BLOQUEIO

Tinha o teclado à minha frente e ela por trás da cadeira abraçando meu pescoço.

– Sem inspiração alguma para escrever um conto – admiti.

– Sem problemas! Corto seu pau.

– Não seja ridícula. Nenhuma castração psicológica. Faltam ideias, só isso!

– E se eu estiver sendo literal? Senti um frio percorrer a espinha. Ela abraçava meu pescoço. Podia muito bem, num tranco, quebrá-lo. Procurei afastar a má impressão e seguir martelando teclas aleatoriamente.

– Vou preparar uns sanduíches. Concordei e pedi que me trouxesse um copo d'água ou suco se ainda houvesse uma caixa com o líquido dentro.

“Ao me ver sozinho comecei notar uma leve fumaça bruxuleando pelo quarto. Aspirei-a mas não havia cheiro característico de combustão. Girei a cadeira. A bruma parecia formar um rosto disforme que me sorria. Nem sei se era um sorriso ou um esgar de escárnio. Ergui o dedo médio num sinal de foda-se e voltei ao teclado. Gritei para que ela trouxesse também um café.
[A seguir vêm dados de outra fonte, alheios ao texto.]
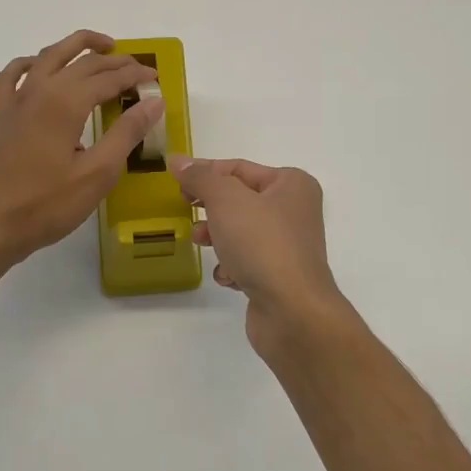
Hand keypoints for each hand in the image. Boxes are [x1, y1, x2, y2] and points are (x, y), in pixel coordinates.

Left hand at [0, 30, 162, 266]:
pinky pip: (13, 74)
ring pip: (48, 56)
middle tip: (138, 68)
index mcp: (65, 102)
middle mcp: (39, 90)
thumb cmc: (46, 205)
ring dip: (76, 47)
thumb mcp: (97, 174)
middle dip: (114, 61)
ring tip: (101, 48)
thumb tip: (154, 101)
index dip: (135, 75)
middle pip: (82, 62)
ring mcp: (14, 99)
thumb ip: (127, 133)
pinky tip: (40, 68)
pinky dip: (32, 63)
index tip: (156, 79)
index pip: (109, 77)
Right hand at [169, 155, 352, 361]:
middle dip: (211, 207)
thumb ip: (200, 177)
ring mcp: (288, 245)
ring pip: (241, 231)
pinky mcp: (279, 276)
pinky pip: (248, 261)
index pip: (239, 168)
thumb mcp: (225, 200)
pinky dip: (233, 266)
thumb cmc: (261, 243)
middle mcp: (295, 210)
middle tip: (186, 210)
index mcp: (291, 184)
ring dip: (218, 237)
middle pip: (240, 200)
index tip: (176, 182)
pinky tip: (229, 276)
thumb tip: (178, 160)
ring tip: (201, 243)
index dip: (205, 172)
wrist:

Algumas letras moveram-se. Mandei que o Poltergeist se fodesse e voltei a encará-lo. Já não era um; eram vários. Não imaginava que aquele quarto coubesse tantos ectoplasmas. Muitos riram da idiotice pensada.”

Ela voltou, sentou-se na cama e me estendeu um sanduíche. Apanhei o suco e o café. Não notou nada?, interroguei-a com os olhos. Os fantasmas estavam congelados numa moldura onde antes havia uma foto nossa ampliada tirada por um lambe-lambe num espaço qualquer de um zoológico. Ríamos como duas hienas sem nenhuma felicidade momentânea. Poucos riram desta outra idiotice.
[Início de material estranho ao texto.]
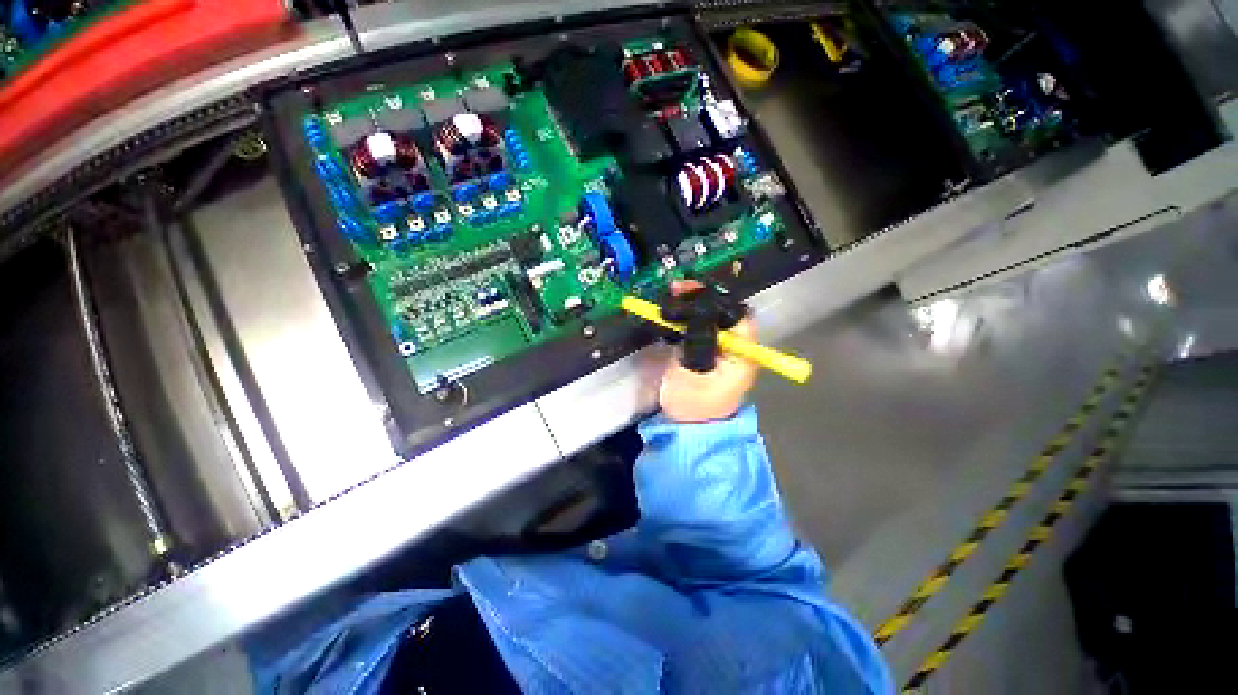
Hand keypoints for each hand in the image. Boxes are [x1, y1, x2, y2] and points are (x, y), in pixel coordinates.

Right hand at [658, 281, 758, 422]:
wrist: (687, 427)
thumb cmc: (692, 405)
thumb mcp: (694, 373)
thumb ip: (700, 341)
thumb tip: (699, 313)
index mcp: (742, 351)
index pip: (736, 312)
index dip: (712, 299)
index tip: (687, 293)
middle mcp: (738, 346)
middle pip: (725, 310)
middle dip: (700, 298)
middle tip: (675, 290)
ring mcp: (724, 348)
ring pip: (712, 316)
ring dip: (692, 305)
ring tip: (671, 300)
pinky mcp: (710, 351)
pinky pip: (702, 326)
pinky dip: (687, 317)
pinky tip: (673, 315)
Num salto curto ela saiu da cama e veio até a mesa do computador. A fumaça ectoplasmática saiu toda da moldura e avançou se espalhando pelo quarto novamente. Pareciam atentos aos movimentos dela.

– Porra, você não os vê?

– Vejo quem? Seus bloqueios? Medos?

Fiz um gesto de “deixa pra lá” com o braço direito. Na tela surgiu a letra “V” digitada por ela. Virou-se e saiu com a bandeja vazia. Voltei minha visão para o teclado, agora operado pela fumaça sem cheiro. VOCÊSERÁASSASSINADOHOJE. Esmurrei-o e teclas voaram. Os monstrinhos também.

Fui para a cama e me encolhi. Estava profundamente frustrado. Senti um cansaço imenso me dominar. Um sono agitado me apanhou.

Quando acordei mais tarde não havia o menor sinal dela. Vi-me vestido com aquela fantasia ridícula dos fantasmas da moldura. Como um autômato, flutuava com eles pelo quarto. Experimentei flutuar por outros cômodos. Igualmente vazios. Um Poltergeist chamou minha atenção para a tela. Vouinspiraroutrosporaí.

Só então percebi que o chão do quarto estava coalhado de sangue. Olhei para a cama, para o computador e finalmente para a moldura. Nela havia uma falha que alguém borrara de vermelho com um dedo. Parecia ser meu lugar a partir de agora.